____ Records for processing
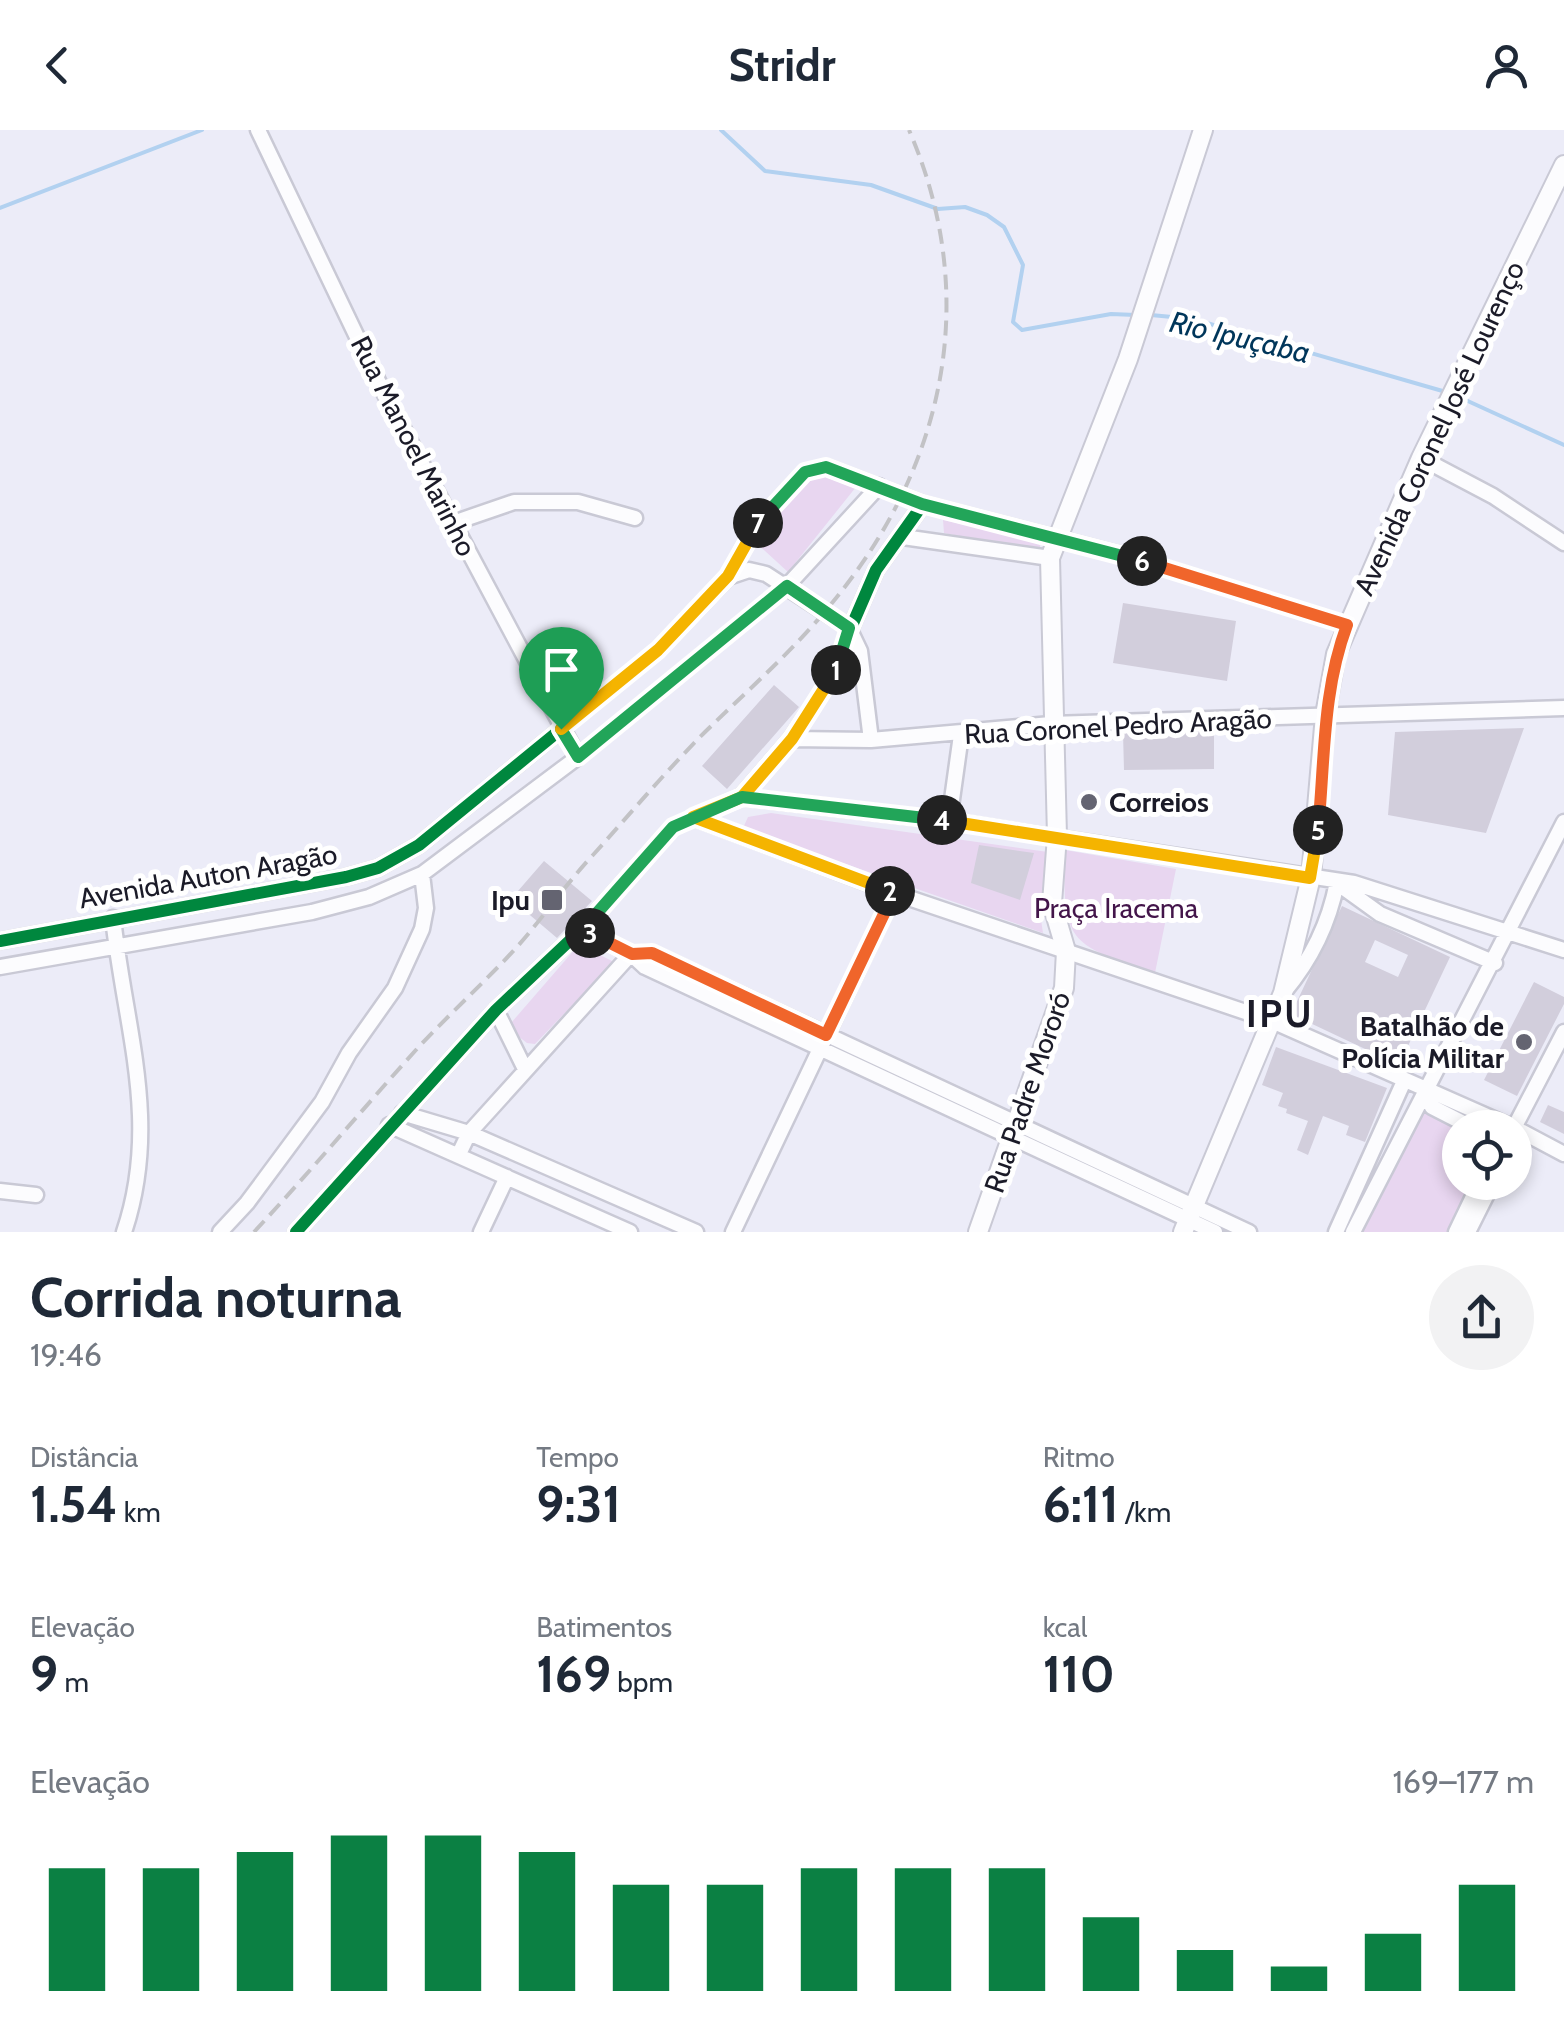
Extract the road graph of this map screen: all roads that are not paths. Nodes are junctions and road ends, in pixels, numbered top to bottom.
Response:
1 (1203, 130) edge
2 (261, 136) edge
3 (1564, 165) edge
4 (1421, 458) junction
5 (879, 486) junction
6 (922, 504) junction
7 (635, 518) dead end
8 (453, 523) junction
9 (902, 537) junction
10 (1057, 537) junction
11 (1564, 543) edge
12 (1050, 558) junction
13 (728, 576) junction
14 (787, 586) junction
15 (1347, 625) junction
16 (849, 628) junction
17 (1564, 708) edge
18 (1325, 715) junction
19 (1050, 724) junction
20 (561, 729) junction
21 (961, 735) junction
22 (792, 739) junction
23 (871, 740) junction
24 (578, 757) junction
25 (742, 797) junction
26 (693, 817) junction
27 (949, 820) junction
28 (1564, 822) edge
29 (1057, 836) junction
30 (422, 874) junction
31 (1310, 878) junction
32 (1337, 882) junction
33 (894, 893) junction
34 (113, 918) junction
35 (582, 930) junction
36 (1510, 933) junction
37 (0, 940) edge
38 (116, 947) junction
39 (1564, 950) edge
40 (1066, 951) junction
41 (632, 954) junction
42 (1495, 963) junction
43 (0, 967) edge
44 (1283, 992) junction
45 (496, 1010) junction
46 (1272, 1022) junction
47 (1564, 1032) edge
48 (823, 1041) junction
49 (525, 1069) junction
50 (1404, 1082) junction
51 (1423, 1089) junction
52 (1472, 1110) edge
53 (1523, 1110) edge
54 (402, 1112) junction
55 (1442, 1112) edge
56 (389, 1125) junction
57 (1015, 1130) junction
58 (469, 1134) junction
59 (1532, 1137) edge
60 (459, 1154) junction
61 (1564, 1154) edge
62 (507, 1177) junction
63 (0, 1191) edge
64 (36, 1195) dead end
65 (1471, 1200) edge
66 (1483, 1200) edge
67 (1188, 1220) edge
68 (124, 1232) edge
69 (220, 1232) edge
70 (296, 1232) edge
71 (481, 1232) edge
72 (630, 1232) edge
73 (696, 1232) edge
74 (733, 1232) edge
75 (978, 1232) edge
76 (1215, 1232) edge
77 (1249, 1232) edge
78 (1336, 1232) edge
79 (1354, 1232) edge
80 (1456, 1232) edge
81 (1468, 1232) edge

1 - 10 main road
2 - 8 street, Rua Manoel Marinho
3 - 4 main road, Avenida Coronel José Lourenço
4 - 11 street
4 - 15 main road, Avenida Coronel José Lourenço
5 - 6 street, Avenida Auton Aragão
5 - 13 street, Avenida Auton Aragão
5 - 14 street, Avenida Auton Aragão
6 - 9 street
6 - 10 street, Avenida Auton Aragão
7 - 8 street
8 - 20 street, Rua Manoel Marinho
9 - 12 street
9 - 16 street
10 - 12 main road
10 - 15 street, Avenida Auton Aragão
12 - 19 main road
13 - 14 street
13 - 20 street, Avenida Auton Aragão
14 - 16 street
14 - 24 street, Avenida Auton Aragão
15 - 18 main road, Avenida Coronel José Lourenço
16 - 22 street
16 - 23 street
17 - 18 street, Rua Coronel Pedro Aragão
18 - 19 street, Rua Coronel Pedro Aragão
18 - 31 main road, Avenida Coronel José Lourenço
19 - 21 street, Rua Coronel Pedro Aragão
19 - 29 main road
20 - 24 street, Rua Manoel Marinho
20 - 34 street, Avenida Auton Aragão
21 - 23 street, Rua Coronel Pedro Aragão
21 - 27 street
22 - 23 street, Rua Coronel Pedro Aragão
22 - 25 street
24 - 30 street, Avenida Auton Aragão
25 - 26 street
25 - 27 street
26 - 33 street
26 - 35 street
27 - 29 street
28 - 36 street
29 - 31 street
29 - 40 main road
30 - 38 street, Avenida Auton Aragão
30 - 69 street
31 - 32 street
31 - 44 main road, Avenida Coronel José Lourenço
32 - 36 street
32 - 42 street
32 - 44 street, Avenida Coronel José Lourenço
33 - 40 street
33 - 48 street
34 - 37 street, Avenida Auton Aragão
34 - 38 street
35 - 41 street
35 - 45 street
36 - 39 street
36 - 42 street
38 - 43 street, Avenida Auton Aragão
38 - 68 street
40 - 46 street
40 - 57 main road, Rua Padre Mororó
41 - 48 street
41 - 49 street
42 - 51 street
44 - 46 main road, Avenida Coronel José Lourenço
45 - 49 street
45 - 54 street
46 - 50 street
46 - 67 main road, Avenida Coronel José Lourenço
47 - 53 street
48 - 57 street
48 - 74 street
49 - 58 street
50 - 51 street
50 - 78 street
51 - 52 street
51 - 55 street
51 - 79 street
54 - 56 street
54 - 58 street
56 - 60 street
56 - 70 street
57 - 67 street
57 - 75 main road, Rua Padre Mororó
58 - 60 street
58 - 73 street
59 - 61 street
60 - 62 street
62 - 71 street
62 - 72 street
63 - 64 street
65 - 80 street
66 - 81 street
67 - 76 street
67 - 77 street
________
Exercise objective =
If a line in the material above contains the word "Pedro", copy it.

Final answer =
17 - 18 street, Rua Coronel Pedro Aragão
18 - 19 street, Rua Coronel Pedro Aragão
19 - 21 street, Rua Coronel Pedro Aragão
21 - 23 street, Rua Coronel Pedro Aragão
22 - 23 street, Rua Coronel Pedro Aragão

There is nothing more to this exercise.